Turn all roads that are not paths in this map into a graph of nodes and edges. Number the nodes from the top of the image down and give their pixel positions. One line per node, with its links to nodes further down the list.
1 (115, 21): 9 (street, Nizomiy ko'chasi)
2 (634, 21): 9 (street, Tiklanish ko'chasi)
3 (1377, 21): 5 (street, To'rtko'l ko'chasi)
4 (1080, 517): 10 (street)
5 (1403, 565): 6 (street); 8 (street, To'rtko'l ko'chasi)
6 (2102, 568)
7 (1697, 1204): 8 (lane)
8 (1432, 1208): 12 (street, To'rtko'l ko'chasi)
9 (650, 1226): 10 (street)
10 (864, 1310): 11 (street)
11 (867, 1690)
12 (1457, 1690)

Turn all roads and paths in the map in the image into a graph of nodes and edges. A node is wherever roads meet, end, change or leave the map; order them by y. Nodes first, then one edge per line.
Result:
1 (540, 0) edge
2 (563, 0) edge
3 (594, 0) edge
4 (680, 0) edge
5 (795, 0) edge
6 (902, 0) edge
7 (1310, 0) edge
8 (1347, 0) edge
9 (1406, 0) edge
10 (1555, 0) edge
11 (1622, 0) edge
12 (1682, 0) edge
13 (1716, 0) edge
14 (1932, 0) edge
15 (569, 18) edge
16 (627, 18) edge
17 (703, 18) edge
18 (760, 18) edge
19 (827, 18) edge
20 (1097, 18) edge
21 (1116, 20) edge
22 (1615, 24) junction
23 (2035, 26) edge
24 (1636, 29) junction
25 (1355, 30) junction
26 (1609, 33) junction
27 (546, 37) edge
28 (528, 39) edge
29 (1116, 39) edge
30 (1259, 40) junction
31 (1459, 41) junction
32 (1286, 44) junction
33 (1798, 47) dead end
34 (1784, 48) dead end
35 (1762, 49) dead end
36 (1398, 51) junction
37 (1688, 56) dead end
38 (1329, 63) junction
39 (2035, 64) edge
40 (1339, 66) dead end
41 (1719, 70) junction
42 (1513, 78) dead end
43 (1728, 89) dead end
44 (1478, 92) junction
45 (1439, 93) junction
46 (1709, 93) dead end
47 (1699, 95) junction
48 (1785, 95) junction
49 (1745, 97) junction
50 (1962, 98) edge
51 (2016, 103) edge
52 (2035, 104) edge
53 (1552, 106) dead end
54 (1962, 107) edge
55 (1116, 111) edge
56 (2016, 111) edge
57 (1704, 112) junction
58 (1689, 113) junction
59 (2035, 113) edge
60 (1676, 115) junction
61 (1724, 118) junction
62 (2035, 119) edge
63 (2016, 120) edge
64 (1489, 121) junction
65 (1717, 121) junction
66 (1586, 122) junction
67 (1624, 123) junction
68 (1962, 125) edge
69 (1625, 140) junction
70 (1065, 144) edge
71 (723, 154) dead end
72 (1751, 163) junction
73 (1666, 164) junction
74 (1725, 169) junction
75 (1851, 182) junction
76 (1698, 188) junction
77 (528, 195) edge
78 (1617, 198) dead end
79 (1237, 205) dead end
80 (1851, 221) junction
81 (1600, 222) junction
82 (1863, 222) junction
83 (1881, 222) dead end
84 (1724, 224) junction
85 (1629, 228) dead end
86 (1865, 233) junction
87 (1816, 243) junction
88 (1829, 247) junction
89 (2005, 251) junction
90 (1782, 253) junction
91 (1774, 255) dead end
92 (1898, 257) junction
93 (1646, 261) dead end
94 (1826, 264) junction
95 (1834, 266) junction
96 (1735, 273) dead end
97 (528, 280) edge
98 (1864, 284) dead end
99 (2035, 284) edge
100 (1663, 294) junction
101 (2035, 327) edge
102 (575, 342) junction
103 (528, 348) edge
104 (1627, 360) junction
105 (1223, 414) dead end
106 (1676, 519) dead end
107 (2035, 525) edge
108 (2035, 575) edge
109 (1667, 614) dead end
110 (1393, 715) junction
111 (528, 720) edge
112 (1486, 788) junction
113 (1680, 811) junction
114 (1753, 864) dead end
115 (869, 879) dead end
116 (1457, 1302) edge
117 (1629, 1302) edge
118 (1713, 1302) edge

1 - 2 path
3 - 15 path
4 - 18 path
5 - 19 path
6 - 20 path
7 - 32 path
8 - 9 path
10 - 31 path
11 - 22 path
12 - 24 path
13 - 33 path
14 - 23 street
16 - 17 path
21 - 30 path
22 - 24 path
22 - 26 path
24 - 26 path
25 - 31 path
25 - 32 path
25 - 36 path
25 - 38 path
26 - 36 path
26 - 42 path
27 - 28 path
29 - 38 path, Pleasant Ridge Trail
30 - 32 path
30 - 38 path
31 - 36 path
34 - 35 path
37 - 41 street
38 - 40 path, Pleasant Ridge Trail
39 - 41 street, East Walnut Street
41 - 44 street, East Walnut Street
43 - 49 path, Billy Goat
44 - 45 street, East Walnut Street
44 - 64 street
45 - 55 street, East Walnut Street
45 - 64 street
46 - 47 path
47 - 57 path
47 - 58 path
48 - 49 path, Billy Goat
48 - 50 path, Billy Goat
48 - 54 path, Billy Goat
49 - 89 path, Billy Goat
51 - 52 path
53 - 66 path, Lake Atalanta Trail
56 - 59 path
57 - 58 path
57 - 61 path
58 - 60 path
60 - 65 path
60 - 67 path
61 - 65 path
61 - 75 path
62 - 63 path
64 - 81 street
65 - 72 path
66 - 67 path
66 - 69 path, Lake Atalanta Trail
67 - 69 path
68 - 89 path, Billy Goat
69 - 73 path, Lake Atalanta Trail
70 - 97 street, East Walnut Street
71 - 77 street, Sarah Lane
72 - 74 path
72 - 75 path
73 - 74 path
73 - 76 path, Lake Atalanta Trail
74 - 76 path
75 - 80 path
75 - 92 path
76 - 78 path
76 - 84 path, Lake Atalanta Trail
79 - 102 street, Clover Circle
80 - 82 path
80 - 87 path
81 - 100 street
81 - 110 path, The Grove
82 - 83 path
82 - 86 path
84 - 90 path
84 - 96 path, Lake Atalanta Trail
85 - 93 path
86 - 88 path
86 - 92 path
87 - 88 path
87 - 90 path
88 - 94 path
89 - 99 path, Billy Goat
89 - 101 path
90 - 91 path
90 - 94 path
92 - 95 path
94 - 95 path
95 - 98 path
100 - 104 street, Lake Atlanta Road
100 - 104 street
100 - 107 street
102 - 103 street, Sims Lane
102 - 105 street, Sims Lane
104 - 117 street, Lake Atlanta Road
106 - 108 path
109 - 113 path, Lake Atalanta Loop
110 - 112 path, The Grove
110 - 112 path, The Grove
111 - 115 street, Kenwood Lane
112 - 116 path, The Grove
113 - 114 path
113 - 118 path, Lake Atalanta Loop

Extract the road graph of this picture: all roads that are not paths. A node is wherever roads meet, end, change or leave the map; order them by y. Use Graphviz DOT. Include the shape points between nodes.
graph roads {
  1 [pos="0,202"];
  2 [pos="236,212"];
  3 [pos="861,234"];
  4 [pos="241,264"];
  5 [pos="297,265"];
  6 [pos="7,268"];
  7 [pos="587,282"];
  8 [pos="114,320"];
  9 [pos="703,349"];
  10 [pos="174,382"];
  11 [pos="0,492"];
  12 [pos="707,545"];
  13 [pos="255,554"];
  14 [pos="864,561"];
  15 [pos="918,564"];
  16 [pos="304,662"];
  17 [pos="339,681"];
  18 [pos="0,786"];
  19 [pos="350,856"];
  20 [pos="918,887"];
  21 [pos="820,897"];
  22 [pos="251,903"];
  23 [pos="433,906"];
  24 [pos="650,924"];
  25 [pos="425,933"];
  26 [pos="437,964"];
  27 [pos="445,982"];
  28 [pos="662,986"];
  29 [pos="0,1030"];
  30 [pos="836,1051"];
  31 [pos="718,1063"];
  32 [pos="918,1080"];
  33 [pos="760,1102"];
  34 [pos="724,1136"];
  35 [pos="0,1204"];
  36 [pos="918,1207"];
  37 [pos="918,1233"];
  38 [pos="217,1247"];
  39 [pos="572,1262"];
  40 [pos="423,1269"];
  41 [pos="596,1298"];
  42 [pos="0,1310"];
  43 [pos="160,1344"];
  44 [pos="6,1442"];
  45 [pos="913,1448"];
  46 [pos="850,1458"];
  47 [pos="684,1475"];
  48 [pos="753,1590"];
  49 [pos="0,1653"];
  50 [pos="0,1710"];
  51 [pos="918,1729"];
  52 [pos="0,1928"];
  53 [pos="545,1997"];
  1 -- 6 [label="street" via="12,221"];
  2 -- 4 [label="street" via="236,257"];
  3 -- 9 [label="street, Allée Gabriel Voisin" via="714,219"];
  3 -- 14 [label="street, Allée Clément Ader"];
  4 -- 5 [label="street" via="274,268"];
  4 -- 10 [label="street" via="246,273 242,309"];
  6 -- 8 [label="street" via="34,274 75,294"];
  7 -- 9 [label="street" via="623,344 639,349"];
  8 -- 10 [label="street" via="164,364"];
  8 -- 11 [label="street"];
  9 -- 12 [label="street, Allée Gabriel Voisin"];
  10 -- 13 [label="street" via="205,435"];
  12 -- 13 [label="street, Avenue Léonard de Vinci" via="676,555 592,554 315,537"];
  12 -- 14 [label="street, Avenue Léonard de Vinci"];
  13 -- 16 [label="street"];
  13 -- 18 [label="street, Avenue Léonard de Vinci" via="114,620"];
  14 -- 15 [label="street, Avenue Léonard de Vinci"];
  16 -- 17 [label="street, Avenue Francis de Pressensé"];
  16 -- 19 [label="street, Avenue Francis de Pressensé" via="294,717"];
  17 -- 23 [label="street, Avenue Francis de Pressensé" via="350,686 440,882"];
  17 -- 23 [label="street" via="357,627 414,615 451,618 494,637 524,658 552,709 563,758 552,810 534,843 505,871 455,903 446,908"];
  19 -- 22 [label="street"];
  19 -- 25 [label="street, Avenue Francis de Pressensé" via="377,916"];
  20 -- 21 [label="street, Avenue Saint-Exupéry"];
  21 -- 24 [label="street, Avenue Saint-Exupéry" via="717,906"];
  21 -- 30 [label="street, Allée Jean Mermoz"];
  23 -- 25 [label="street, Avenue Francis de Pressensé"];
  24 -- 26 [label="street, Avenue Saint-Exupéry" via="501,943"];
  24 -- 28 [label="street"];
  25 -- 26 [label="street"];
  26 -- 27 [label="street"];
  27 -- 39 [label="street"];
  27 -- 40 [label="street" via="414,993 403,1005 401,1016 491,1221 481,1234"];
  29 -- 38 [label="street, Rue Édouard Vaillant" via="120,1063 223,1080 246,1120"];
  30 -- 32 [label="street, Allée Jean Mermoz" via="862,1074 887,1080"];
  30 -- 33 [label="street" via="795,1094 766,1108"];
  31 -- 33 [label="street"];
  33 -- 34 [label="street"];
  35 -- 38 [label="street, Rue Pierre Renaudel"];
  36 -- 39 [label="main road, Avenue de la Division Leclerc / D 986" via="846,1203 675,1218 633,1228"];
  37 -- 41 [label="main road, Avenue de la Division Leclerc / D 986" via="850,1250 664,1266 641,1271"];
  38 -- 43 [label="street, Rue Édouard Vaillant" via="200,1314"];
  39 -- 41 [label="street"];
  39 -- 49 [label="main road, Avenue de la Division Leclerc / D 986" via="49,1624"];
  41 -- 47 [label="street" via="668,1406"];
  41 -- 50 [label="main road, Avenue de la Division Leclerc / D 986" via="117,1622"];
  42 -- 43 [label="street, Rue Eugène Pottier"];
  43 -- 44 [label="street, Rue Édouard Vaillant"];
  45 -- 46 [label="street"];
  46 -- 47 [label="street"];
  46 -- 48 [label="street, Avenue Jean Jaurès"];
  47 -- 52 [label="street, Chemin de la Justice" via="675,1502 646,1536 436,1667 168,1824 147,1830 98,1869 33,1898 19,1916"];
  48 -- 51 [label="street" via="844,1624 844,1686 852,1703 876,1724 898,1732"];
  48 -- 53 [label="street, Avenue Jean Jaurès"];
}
· · · ·
◆ Work order ◆
Go through the listing above and locate each line that holds the word "Goat". Copy those lines.

◆ Task output ◆
43 - 49 path, Billy Goat
48 - 49 path, Billy Goat
48 - 50 path, Billy Goat
48 - 54 path, Billy Goat
49 - 89 path, Billy Goat
68 - 89 path, Billy Goat
89 - 99 path, Billy Goat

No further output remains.